Green leaves that do their own thing, growing sideways and with lots of flowers in between. Dendrobium is an orchid which really is quite different from the rest of the family.
Colours and shapes
Stately with a crown of flowers that rise upwards, Dendrobium is certainly distinctive. It differs from other orchid species in the cluster of flowers that form at the axil of each leaf and which give off a lovely fragrance. The unusual way of flowering on the stem means that Dendrobium looks very different from most orchids. The plant blooms for at least 8 weeks with sizeable flowers which are five to eight centimetres wide. The colour varies from entirely white through yellow and orange to red and purple and combinations of those colours.
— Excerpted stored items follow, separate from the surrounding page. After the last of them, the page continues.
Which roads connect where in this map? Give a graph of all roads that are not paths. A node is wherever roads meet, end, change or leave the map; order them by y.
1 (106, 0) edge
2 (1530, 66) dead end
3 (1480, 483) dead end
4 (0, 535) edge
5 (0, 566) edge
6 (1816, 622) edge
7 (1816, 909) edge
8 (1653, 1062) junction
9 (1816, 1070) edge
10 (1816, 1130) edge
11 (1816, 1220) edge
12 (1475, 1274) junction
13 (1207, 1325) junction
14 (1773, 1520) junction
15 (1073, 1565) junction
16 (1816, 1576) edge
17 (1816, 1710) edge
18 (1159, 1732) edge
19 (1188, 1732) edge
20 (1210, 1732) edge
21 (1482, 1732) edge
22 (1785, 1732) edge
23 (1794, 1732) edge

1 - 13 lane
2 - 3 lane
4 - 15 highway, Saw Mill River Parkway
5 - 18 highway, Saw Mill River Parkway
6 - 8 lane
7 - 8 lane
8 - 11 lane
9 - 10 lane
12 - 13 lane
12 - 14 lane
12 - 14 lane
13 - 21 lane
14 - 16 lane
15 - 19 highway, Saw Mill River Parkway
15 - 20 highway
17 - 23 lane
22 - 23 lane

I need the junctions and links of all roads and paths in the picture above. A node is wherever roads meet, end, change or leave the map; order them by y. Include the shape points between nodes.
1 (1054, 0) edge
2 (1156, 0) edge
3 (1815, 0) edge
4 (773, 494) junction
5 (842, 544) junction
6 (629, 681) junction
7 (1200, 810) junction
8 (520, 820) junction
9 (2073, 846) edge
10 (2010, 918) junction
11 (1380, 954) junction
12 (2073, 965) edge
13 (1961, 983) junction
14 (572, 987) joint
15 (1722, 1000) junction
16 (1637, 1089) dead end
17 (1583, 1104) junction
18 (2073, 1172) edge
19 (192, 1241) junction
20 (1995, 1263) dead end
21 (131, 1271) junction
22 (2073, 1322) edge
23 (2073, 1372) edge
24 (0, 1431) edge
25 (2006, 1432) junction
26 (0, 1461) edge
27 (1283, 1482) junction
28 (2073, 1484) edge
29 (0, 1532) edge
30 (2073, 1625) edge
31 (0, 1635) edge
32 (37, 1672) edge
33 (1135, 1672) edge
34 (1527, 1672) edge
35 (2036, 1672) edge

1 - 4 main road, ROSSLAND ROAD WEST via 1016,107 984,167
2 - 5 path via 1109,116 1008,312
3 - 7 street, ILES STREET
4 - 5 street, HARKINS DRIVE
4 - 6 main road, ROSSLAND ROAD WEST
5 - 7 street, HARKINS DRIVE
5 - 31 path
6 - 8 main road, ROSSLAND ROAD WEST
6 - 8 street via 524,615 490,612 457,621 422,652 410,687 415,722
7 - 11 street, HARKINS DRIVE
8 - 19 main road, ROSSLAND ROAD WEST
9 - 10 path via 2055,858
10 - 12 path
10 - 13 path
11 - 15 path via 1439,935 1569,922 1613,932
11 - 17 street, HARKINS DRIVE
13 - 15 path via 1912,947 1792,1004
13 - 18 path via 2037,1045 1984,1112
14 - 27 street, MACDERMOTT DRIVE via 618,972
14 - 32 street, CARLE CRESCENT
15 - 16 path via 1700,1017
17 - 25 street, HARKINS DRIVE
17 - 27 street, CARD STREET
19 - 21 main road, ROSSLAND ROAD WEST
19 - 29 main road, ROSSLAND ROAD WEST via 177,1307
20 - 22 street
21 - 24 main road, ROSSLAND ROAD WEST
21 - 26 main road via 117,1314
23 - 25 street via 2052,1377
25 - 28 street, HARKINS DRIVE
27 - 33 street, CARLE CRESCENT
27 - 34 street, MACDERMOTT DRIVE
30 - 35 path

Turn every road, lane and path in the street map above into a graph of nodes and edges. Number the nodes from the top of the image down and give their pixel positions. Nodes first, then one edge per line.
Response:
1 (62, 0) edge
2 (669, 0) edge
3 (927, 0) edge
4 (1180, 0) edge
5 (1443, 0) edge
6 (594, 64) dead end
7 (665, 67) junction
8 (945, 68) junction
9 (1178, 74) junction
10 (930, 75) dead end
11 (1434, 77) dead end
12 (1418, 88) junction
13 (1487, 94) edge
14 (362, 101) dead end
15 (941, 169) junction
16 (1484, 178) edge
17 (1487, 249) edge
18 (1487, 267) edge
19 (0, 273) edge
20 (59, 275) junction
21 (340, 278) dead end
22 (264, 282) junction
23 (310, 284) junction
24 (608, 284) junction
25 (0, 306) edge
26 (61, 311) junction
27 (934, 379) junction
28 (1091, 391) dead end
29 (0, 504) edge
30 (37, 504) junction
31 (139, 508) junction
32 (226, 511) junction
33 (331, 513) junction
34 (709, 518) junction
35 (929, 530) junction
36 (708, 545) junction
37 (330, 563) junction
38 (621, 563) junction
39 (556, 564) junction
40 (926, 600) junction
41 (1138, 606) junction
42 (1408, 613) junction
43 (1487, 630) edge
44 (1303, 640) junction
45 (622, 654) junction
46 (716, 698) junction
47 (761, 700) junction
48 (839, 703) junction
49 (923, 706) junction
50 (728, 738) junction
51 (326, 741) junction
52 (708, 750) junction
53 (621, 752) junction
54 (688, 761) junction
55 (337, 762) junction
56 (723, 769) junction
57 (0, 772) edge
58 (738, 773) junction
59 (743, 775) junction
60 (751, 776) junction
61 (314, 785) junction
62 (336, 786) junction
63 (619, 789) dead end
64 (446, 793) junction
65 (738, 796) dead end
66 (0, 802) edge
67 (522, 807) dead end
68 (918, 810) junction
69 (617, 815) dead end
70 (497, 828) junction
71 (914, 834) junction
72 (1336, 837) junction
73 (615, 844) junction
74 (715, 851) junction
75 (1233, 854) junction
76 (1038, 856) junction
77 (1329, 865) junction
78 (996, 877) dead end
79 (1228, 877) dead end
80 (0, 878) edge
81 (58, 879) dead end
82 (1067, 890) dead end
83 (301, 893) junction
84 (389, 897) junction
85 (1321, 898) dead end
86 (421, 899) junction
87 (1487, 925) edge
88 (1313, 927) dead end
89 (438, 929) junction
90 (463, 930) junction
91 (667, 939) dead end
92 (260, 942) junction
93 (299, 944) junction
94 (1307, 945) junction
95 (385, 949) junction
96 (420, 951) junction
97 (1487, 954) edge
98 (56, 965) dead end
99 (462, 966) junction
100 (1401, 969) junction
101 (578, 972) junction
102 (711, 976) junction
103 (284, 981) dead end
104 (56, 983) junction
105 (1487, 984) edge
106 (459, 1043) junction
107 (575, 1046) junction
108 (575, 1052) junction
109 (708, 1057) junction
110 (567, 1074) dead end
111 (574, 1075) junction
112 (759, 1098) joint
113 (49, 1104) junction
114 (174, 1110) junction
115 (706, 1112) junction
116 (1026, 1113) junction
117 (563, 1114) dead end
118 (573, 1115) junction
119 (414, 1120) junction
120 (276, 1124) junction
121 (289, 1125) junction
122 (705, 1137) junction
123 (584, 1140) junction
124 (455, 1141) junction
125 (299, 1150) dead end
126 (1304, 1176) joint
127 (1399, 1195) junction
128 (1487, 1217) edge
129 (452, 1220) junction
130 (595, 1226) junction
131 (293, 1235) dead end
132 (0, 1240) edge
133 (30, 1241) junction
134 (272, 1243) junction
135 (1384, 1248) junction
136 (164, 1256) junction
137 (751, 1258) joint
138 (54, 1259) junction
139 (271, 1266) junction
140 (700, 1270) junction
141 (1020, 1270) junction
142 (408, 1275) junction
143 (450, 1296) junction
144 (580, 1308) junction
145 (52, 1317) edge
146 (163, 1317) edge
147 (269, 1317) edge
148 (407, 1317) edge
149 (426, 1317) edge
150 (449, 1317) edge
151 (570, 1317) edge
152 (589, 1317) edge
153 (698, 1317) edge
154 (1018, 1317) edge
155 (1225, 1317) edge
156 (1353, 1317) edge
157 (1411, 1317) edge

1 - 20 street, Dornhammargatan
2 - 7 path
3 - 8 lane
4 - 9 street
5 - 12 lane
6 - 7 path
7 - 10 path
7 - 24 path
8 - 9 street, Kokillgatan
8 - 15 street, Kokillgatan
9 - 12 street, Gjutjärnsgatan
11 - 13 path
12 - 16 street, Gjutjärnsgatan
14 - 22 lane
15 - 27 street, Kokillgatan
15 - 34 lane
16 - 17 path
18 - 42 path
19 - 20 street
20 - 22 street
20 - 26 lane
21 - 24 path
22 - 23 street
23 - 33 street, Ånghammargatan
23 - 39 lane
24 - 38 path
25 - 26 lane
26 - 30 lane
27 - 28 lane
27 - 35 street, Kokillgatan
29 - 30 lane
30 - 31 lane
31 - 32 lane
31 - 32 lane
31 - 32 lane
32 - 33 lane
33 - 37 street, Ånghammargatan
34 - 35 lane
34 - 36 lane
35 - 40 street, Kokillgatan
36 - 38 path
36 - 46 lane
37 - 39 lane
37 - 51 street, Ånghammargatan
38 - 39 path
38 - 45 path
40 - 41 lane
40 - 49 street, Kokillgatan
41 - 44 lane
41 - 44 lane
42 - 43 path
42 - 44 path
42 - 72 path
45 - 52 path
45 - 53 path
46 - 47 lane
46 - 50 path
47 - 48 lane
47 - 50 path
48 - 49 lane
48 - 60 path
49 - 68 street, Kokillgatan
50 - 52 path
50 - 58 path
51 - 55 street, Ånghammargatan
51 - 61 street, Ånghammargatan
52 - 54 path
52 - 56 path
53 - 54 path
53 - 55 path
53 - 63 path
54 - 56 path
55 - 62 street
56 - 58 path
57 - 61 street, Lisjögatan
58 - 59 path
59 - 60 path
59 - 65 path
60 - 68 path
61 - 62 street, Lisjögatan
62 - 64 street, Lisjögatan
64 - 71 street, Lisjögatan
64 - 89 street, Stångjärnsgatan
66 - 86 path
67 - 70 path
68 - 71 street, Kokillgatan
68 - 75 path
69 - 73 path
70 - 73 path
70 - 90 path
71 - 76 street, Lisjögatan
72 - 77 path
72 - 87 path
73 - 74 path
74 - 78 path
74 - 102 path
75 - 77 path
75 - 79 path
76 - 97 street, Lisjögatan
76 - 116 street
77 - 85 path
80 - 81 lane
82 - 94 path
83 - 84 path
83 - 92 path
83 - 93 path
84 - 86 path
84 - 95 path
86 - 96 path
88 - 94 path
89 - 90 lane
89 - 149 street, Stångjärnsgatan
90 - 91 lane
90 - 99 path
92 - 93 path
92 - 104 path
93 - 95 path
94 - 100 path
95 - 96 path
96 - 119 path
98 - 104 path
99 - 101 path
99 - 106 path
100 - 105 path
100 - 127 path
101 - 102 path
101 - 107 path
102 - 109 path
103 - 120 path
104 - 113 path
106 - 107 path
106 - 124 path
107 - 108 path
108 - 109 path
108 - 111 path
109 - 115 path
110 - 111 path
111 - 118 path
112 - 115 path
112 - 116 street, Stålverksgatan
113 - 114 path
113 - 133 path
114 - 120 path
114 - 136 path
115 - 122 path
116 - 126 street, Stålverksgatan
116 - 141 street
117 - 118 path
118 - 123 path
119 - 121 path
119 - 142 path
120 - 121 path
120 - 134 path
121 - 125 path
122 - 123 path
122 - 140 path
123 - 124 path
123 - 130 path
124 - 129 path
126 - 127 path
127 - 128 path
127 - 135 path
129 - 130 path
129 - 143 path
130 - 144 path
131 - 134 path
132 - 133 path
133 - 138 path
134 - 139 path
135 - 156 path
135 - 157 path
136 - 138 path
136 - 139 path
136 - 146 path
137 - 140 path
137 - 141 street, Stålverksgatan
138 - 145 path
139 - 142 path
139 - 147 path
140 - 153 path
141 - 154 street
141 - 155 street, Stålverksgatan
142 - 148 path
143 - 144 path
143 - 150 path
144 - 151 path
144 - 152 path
The name comes from the Greek word 'dendron' meaning ‘tree’ and 'bios' meaning ‘life’. Many Dendrobium species are known for being good at removing toluene (the most important ingredient in thinner) and xylene (a solvent for resins and fats) from the air. They are therefore viewed as natural air conditioners.
In the wild this orchid occurs from the cool mountains of the Himalayas to the jungle of New Guinea and the Australian desert, usually on branches of trees as an epiphyte (which means that they grow on other plants and trees without drawing nutrients from them). It’s a strong plant which can tolerate hot days and cold nights. There are around 1200 different species of Dendrobium. The earliest mention of the orchid in the West was in 1799, when Olof Schwartz first described it.